I’ve heard of it happening to other women
And other women say they’ve heard it happens
But thought it could not happen to them,
Or that, if it did, they would fight for justice
Whatever it took, and I’ve heard of it taking
Several years to come to nothing,
Several years along with the rest.
Since it happened to me, I’ve heard me saying
I’d heard this sort of thing could happen
To thousands of women, but I never thought
It could happen to somebody such as myself,
And then I heard me demanding justice
Whatever it took. Now it is taking
The rest of my life to come to nothing,
The rest of my life along with the rest.

What seems to be the problem is this:
That I was completely alone when it happened.
I don’t mean alone in the room with him,
Alone with him  I mean really alone,
Alone with nothing. There was no witness.
I am a victim and cannot be witness.
One must play one role or the other.
If I bore witness I’d not be a victim,
He would be victim, if he had been there,
And if he’d been there then he would be witness
Against himself, but I was alone. Alone
With nothing. The window was open.
The wind and the rain were driving in,
The facts of life, lifting the curtains,
And I was asleep. I don’t know when.

What happens now is I make a confession 
Confess, though I am the victim here,
To having the most incredible dreams
I believed were real, as long as they lasted;
To having had dreams I believed were ended
When the end was only a part of the dream,
The part where you wake in your own bedroom
Glad to be woken, till the door creaks
And whatever it was you were running from
Walks right in.
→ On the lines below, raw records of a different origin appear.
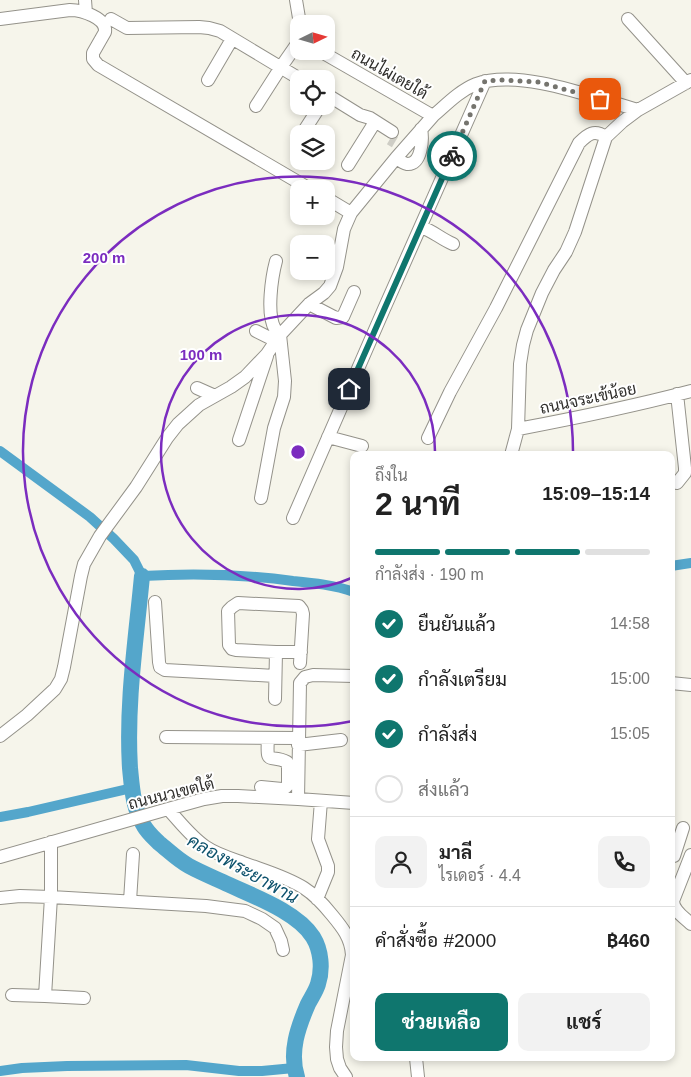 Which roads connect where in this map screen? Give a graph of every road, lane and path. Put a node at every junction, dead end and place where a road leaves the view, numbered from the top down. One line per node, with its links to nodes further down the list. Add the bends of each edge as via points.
1 (296, 0): 3 (street)
2 (86, 6): 4 (street, via 82,11); 25 (street, via 105,27 93,54 98,65)
3 (298, 15)
4 (0, 19)
5 (112, 19): 7 (street, via 127,28 210,28)
6 (628, 19): 14 (street)
7 (232, 39): 10 (street); 12 (street)
8 (290, 54): 10 (street)
9 (335, 60): 18 (street, ถนนไผ่เตยใต้)
10 (281, 67): 11 (street); 16 (street)
11 (290, 73)
12 (208, 80)
13 (485, 81): 17 (street, ถนนไผ่เตยใต้, via 538,82); 18 (street, ถนนไผ่เตยใต้, via 466,89); 28 (street)
14 (688, 82): 17 (street)
15 (335, 100): 19 (street, via 360,115 362,121)
16 (256, 106)
17 (638, 110): 21 (street)
18 (432, 116): 20 (street)
19 (373, 124): 22 (street); 24 (street)
20 (421, 129): 22 (street); 23 (street, via 423,140 412,163)
21 (606, 137): 39 (street, via 575,232 542,293 522,345); 41 (street, via 594,133 579,143)
22 (398, 140): 23 (street)
23 (396, 158): 27 (street)
24 (348, 164)
25 (295, 180)
26 (335, 203): 27 (street)
27 (351, 213): 32 (street, via 344,229 334,278 324,294)
28 (421, 227): 29 (street); 40 (street)
29 (453, 244)
30 (276, 261): 34 (street, via 271,313)
31 (354, 292): 32 (street, via 343,317 336,318)
32 (309, 304): 34 (street)
33 (256, 331): 34 (street)
34 (278, 338): 35 (street); 47 (street, via 285,381 284,396)
35 (268, 354): 38 (street, via 245,377); 42 (street)
36 (197, 388): 38 (street)
37 (684, 393): 39 (street, ถนนจระเข้น้อย); 45 (street); 46 (street, via 685,473)
38 (215, 396): 57 (street, via 178,424 100,536 80,576 61,679 47,697)
39 (518, 429): 44 (street)
40 (328, 437): 43 (street); 48 (street)
41 (428, 438)
42 (239, 440)
43 (362, 446)
44 (512, 451)
45 (691, 457)
46 (677, 484)
47 (260, 498)
48 (293, 518)
49 (155, 602): 52 (street, via 160,667 165,670)
50 (276, 652): 51 (street); 51 (street, via 232,649 228,645 228,611 238,604 299,606 303,614); 52 (street)
51 (302, 665): 53 (street, via 313,675); 61 (street)
52 (275, 676): 56 (street)
53 (350, 676)
54 (675, 683): 55 (street)
55 (691, 684)
56 (275, 699)
57 (0, 736)
58 (166, 737): 59 (street)
59 (268, 738): 61 (street); 62 (street, via 268,757 287,762 288,785 282,789)
60 (340, 740): 61 (street)
61 (298, 742): 63 (street)
62 (260, 787)
63 (298, 798): 64 (street, ถนนนวเขตใต้); 66 (street, ถนนนวเขตใต้, via 222,796)
64 (321, 801): 65 (street, ถนนนวเขตใต้); 77 (street, via 318,839 328,862)
65 (350, 804)
66 (165, 810): 68 (street, ถนนนวเขตใต้); 77 (street, via 206,847 285,878 305,888)
67 (682, 828): 69 (street)
68 (51, 842): 72 (street, ถนนนวเขตใต้); 74 (street)
69 (675, 852)
70 (133, 854): 76 (street)
71 (691, 854): 73 (street)
72 (0, 857)
73 (675, 896)
74 (51, 897): 75 (street); 76 (street); 84 (street)
75 (0, 898)
76 (130, 901): 81 (street, via 245,912 275,928)
77 (321, 902): 80 (street)
78 (675, 909): 79 (street)
79 (691, 924)
80 (350, 940)
81 (284, 950)
82 (350, 965): 87 (street, via 336,1047 337,1059)
83 (12, 995): 84 (street)
84 (45, 996): 85 (street)
85 (84, 998)
86 (416, 1061): 88 (street)
87 (346, 1077)
88 (418, 1077) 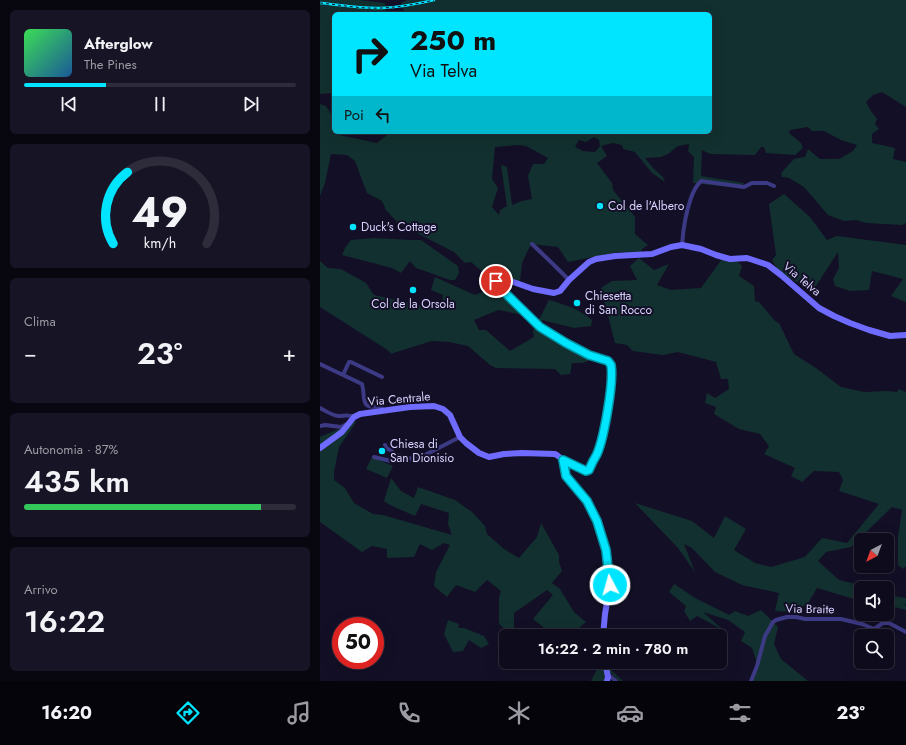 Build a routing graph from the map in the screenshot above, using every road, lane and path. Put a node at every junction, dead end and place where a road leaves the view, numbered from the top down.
1 (774, 186) dead end
2 (532, 244) dead end
3 (682, 246) junction
4 (569, 280) junction
5 (906, 336) edge
6 (320, 364) edge
7 (343, 375) junction
8 (382, 377) dead end
9 (320, 408) edge
10 (383, 410) junction
11 (353, 419) junction
12 (320, 426) edge
13 (460, 437) junction
14 (385, 445) dead end
15 (320, 448) edge
16 (395, 454) junction
17 (374, 457) dead end
18 (563, 460) junction
19 (603, 629) edge
20 (906, 632) edge
21 (607, 678) edge
22 (616, 681) edge
23 (751, 681) edge

1 - 3 street
2 - 4 street
3 - 4 street, Via Telva
3 - 5 street, Via Telva
4 - 18 street, Via Telva
6 - 7 street
7 - 8 street
7 - 10 street
9 - 11 street, Via Centrale
10 - 11 street, Via Centrale
10 - 13 street, Via Centrale
11 - 12 street
11 - 15 street, Via Centrale
13 - 16 street
13 - 18 street, Via Centrale
14 - 16 street
16 - 17 street
18 - 19 street
20 - 23 street, Via Braite
21 - 22 street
I confess to recurring
Dreams in which my room is haunted
That seem more real than my waking life,
To a ghost who comes in the form of a pressure
Imprisoning me, by sternum and shoulders
And thighs, as if I were caught under glass.

Here you will ask if I ever protested,
Pushed him away, or cried for help,
If I fought my end, if I offered resistance
And made him aware of my lack of desire
With words he could readily comprehend,
In the face of his power, tearing my slip
Aside without touching, without coming near,
If I spoke though I was unable to speak
Or moved though I was unable to move,
Unable even to turn my head
In darkness, whether I happened to see
A distinguishing feature, or felt like revealing
If he was a stranger or someone I know,
And I’ll tell you again that I witnessed nothing
More than I’ve mentioned, and nothing less.

I know what you’re thinking. This isn’t a crime.
A crime requires a perpetrator
To put in the dock, to accuse or defend,
To finish the plot, but there’s nobody here.
Years ago, there would have been bodies,
Physical bodies at which I could point
And call them up to account for their cells
Under my nails, their spit on my neck,
But now they’ve learned to walk through walls.
If I could give you a face or a name
We’d have a dynamic. And yet if I did,
This still would not be considered a crime
Of a certain order, but something less,
Something one should take on the chin,
Something that could have been worse.

Now, am I sleeping, or am I awake?
This court seems more like the court of a dream
I visit each night, improperly dressed,
In which I am doomed to repeat myself
And in the repeating I doom myself
Before these hundred unfriendly faces
To find no relief in the fall of the gavel
Which never arrives. A dream alright,
A dream of running. The limbs refuse,
The air resists with the slowness of water,
The mind outpaces the body and sees
A child falling but fails to react,
As I saw what was coming but failed to react,
Locked inside my sleeping body.
I’ll never release myself from that.